▸ MATERIAL FOR THIS EXERCISE:
________________________

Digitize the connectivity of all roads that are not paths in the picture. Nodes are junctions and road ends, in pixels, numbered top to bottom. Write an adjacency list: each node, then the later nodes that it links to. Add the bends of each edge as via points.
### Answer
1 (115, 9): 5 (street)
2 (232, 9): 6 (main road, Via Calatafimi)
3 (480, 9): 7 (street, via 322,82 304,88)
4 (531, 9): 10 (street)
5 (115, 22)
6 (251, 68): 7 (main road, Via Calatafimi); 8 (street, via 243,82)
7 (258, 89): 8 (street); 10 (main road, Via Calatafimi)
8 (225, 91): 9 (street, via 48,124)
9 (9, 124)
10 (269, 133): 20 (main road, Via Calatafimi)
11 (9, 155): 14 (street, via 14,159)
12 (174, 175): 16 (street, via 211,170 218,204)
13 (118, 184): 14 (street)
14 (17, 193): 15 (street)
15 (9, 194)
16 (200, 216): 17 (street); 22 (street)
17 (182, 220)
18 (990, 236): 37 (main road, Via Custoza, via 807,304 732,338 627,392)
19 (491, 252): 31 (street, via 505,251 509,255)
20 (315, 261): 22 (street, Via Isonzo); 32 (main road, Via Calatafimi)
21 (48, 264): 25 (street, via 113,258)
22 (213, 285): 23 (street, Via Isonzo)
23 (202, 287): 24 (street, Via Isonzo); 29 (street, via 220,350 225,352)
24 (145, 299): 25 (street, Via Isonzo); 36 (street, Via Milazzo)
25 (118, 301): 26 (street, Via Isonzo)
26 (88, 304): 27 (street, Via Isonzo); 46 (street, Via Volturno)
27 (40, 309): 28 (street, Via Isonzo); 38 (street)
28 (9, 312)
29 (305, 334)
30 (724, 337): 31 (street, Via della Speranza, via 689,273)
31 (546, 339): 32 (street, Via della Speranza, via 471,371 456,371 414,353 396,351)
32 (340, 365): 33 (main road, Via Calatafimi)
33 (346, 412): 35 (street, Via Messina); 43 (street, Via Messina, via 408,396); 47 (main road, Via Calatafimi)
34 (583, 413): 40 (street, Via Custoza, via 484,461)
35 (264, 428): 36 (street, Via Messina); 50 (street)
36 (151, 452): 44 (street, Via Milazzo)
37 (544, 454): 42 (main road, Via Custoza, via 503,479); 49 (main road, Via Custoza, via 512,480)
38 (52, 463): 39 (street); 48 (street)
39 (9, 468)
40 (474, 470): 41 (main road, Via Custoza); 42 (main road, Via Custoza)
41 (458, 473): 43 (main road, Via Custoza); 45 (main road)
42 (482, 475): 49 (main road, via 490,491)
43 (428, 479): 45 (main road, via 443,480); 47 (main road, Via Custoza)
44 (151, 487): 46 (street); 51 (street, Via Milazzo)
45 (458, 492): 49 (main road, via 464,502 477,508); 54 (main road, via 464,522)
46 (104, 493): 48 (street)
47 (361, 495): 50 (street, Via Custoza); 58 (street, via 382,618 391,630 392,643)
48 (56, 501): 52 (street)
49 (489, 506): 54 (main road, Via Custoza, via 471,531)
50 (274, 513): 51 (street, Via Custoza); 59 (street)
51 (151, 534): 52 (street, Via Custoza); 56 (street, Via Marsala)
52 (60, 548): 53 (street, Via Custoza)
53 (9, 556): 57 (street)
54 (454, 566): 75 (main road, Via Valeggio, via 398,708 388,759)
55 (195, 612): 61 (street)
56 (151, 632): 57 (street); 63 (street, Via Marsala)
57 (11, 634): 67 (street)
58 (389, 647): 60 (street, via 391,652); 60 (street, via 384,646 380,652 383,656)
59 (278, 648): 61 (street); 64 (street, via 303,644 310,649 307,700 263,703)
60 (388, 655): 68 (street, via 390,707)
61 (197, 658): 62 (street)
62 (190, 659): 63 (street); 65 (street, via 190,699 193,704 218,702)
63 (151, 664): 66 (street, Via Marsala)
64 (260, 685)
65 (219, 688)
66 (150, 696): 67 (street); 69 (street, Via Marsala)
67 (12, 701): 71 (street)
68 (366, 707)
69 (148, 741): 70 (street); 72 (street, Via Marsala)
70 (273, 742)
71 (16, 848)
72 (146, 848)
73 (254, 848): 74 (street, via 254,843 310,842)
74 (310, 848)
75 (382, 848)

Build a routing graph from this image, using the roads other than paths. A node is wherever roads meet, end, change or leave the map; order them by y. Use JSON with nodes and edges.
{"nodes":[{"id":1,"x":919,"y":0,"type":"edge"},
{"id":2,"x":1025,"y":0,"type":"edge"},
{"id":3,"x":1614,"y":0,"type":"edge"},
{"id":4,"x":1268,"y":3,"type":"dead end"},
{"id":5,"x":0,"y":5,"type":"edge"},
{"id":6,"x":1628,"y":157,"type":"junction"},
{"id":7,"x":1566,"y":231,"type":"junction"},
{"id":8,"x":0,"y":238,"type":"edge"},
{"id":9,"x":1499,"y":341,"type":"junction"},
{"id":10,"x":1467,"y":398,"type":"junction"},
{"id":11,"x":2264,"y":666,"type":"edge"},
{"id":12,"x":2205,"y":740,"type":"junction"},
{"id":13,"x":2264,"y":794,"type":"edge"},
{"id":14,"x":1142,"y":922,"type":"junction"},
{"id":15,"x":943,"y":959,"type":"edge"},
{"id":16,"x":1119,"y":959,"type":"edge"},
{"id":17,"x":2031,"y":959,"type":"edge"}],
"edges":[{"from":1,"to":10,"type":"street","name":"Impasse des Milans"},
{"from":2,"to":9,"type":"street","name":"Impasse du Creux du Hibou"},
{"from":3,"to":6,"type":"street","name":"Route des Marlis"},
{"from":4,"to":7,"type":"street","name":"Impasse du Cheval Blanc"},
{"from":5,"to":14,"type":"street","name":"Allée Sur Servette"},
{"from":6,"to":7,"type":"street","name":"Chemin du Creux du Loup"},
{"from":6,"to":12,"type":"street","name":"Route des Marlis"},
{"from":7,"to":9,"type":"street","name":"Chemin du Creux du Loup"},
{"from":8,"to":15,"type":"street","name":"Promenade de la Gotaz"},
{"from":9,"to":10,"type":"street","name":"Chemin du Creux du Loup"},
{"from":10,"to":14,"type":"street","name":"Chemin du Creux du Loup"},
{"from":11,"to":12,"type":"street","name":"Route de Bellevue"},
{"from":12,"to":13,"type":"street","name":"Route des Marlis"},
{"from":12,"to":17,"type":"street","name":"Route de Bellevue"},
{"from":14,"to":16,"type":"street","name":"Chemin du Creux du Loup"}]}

________________________

▸ DIRECTIONS FOR THIS TASK:
All records shown above are to be reproduced without any alteration.

▸ RESPONSE BOX:
Digitize the connectivity of all roads that are not paths in the picture. Nodes are junctions and road ends, in pixels, numbered top to bottom. Write an adjacency list: each node, then the later nodes that it links to. Add the bends of each edge as via points.
### Answer
1 (115, 9): 5 (street)
2 (232, 9): 6 (main road, Via Calatafimi)
3 (480, 9): 7 (street, via 322,82 304,88)
4 (531, 9): 10 (street)
5 (115, 22)
6 (251, 68): 7 (main road, Via Calatafimi); 8 (street, via 243,82)
7 (258, 89): 8 (street); 10 (main road, Via Calatafimi)
8 (225, 91): 9 (street, via 48,124)
9 (9, 124)
10 (269, 133): 20 (main road, Via Calatafimi)
11 (9, 155): 14 (street, via 14,159)
12 (174, 175): 16 (street, via 211,170 218,204)
13 (118, 184): 14 (street)
14 (17, 193): 15 (street)
15 (9, 194)
16 (200, 216): 17 (street); 22 (street)
17 (182, 220)
18 (990, 236): 37 (main road, Via Custoza, via 807,304 732,338 627,392)
19 (491, 252): 31 (street, via 505,251 509,255)
20 (315, 261): 22 (street, Via Isonzo); 32 (main road, Via Calatafimi)
21 (48, 264): 25 (street, via 113,258)
22 (213, 285): 23 (street, Via Isonzo)
23 (202, 287): 24 (street, Via Isonzo); 29 (street, via 220,350 225,352)
24 (145, 299): 25 (street, Via Isonzo); 36 (street, Via Milazzo)
25 (118, 301): 26 (street, Via Isonzo)
26 (88, 304): 27 (street, Via Isonzo); 46 (street, Via Volturno)
27 (40, 309): 28 (street, Via Isonzo); 38 (street)
28 (9, 312)
29 (305, 334)
30 (724, 337): 31 (street, Via della Speranza, via 689,273)
31 (546, 339): 32 (street, Via della Speranza, via 471,371 456,371 414,353 396,351)
32 (340, 365): 33 (main road, Via Calatafimi)
33 (346, 412): 35 (street, Via Messina); 43 (street, Via Messina, via 408,396); 47 (main road, Via Calatafimi)
34 (583, 413): 40 (street, Via Custoza, via 484,461)
35 (264, 428): 36 (street, Via Messina); 50 (street)
36 (151, 452): 44 (street, Via Milazzo)
37 (544, 454): 42 (main road, Via Custoza, via 503,479); 49 (main road, Via Custoza, via 512,480)
38 (52, 463): 39 (street); 48 (street)
39 (9, 468)
40 (474, 470): 41 (main road, Via Custoza); 42 (main road, Via Custoza)
41 (458, 473): 43 (main road, Via Custoza); 45 (main road)
42 (482, 475): 49 (main road, via 490,491)
43 (428, 479): 45 (main road, via 443,480); 47 (main road, Via Custoza)
44 (151, 487): 46 (street); 51 (street, Via Milazzo)
45 (458, 492): 49 (main road, via 464,502 477,508); 54 (main road, via 464,522)
46 (104, 493): 48 (street)
47 (361, 495): 50 (street, Via Custoza); 58 (street, via 382,618 391,630 392,643)
48 (56, 501): 52 (street)
49 (489, 506): 54 (main road, Via Custoza, via 471,531)
50 (274, 513): 51 (street, Via Custoza); 59 (street)
51 (151, 534): 52 (street, Via Custoza); 56 (street, Via Marsala)
52 (60, 548): 53 (street, Via Custoza)
53 (9, 556): 57 (street)
54 (454, 566): 75 (main road, Via Valeggio, via 398,708 388,759)
55 (195, 612): 61 (street)
56 (151, 632): 57 (street); 63 (street, Via Marsala)
57 (11, 634): 67 (street)
58 (389, 647): 60 (street, via 391,652); 60 (street, via 384,646 380,652 383,656)
59 (278, 648): 61 (street); 64 (street, via 303,644 310,649 307,700 263,703)
60 (388, 655): 68 (street, via 390,707)
61 (197, 658): 62 (street)
62 (190, 659): 63 (street); 65 (street, via 190,699 193,704 218,702)
63 (151, 664): 66 (street, Via Marsala)
64 (260, 685)
65 (219, 688)
66 (150, 696): 67 (street); 69 (street, Via Marsala)
67 (12, 701): 71 (street)
68 (366, 707)
69 (148, 741): 70 (street); 72 (street, Via Marsala)
70 (273, 742)
71 (16, 848)
72 (146, 848)
73 (254, 848): 74 (street, via 254,843 310,842)
74 (310, 848)
75 (382, 848)

Build a routing graph from this image, using the roads other than paths. A node is wherever roads meet, end, change or leave the map; order them by y. Use JSON with nodes and edges.
{"nodes":[{"id":1,"x":919,"y":0,"type":"edge"},
{"id":2,"x":1025,"y":0,"type":"edge"},
{"id":3,"x":1614,"y":0,"type":"edge"},
{"id":4,"x":1268,"y":3,"type":"dead end"},
{"id":5,"x":0,"y":5,"type":"edge"},
{"id":6,"x":1628,"y":157,"type":"junction"},
{"id":7,"x":1566,"y":231,"type":"junction"},
{"id":8,"x":0,"y":238,"type":"edge"},
{"id":9,"x":1499,"y":341,"type":"junction"},
{"id":10,"x":1467,"y":398,"type":"junction"},
{"id":11,"x":2264,"y":666,"type":"edge"},
{"id":12,"x":2205,"y":740,"type":"junction"},
{"id":13,"x":2264,"y":794,"type":"edge"},
{"id":14,"x":1142,"y":922,"type":"junction"},
{"id":15,"x":943,"y":959,"type":"edge"},
{"id":16,"x":1119,"y":959,"type":"edge"},
{"id":17,"x":2031,"y":959,"type":"edge"}],
"edges":[{"from":1,"to":10,"type":"street","name":"Impasse des Milans"},
{"from":2,"to":9,"type":"street","name":"Impasse du Creux du Hibou"},
{"from":3,"to":6,"type":"street","name":"Route des Marlis"},
{"from":4,"to":7,"type":"street","name":"Impasse du Cheval Blanc"},
{"from":5,"to":14,"type":"street","name":"Allée Sur Servette"},
{"from":6,"to":7,"type":"street","name":"Chemin du Creux du Loup"},
{"from":6,"to":12,"type":"street","name":"Route des Marlis"},
{"from":7,"to":9,"type":"street","name":"Chemin du Creux du Loup"},
{"from":8,"to":15,"type":"street","name":"Promenade de la Gotaz"},
{"from":9,"to":10,"type":"street","name":"Chemin du Creux du Loup"},
{"from":10,"to":14,"type":"street","name":"Chemin du Creux du Loup"},
{"from":11,"to":12,"type":"street","name":"Route de Bellevue"},
{"from":12,"to":13,"type":"street","name":"Route des Marlis"},
{"from":12,"to":17,"type":"street","name":"Route de Bellevue"},
{"from":14,"to":16,"type":"street","name":"Chemin du Creux du Loup"}]}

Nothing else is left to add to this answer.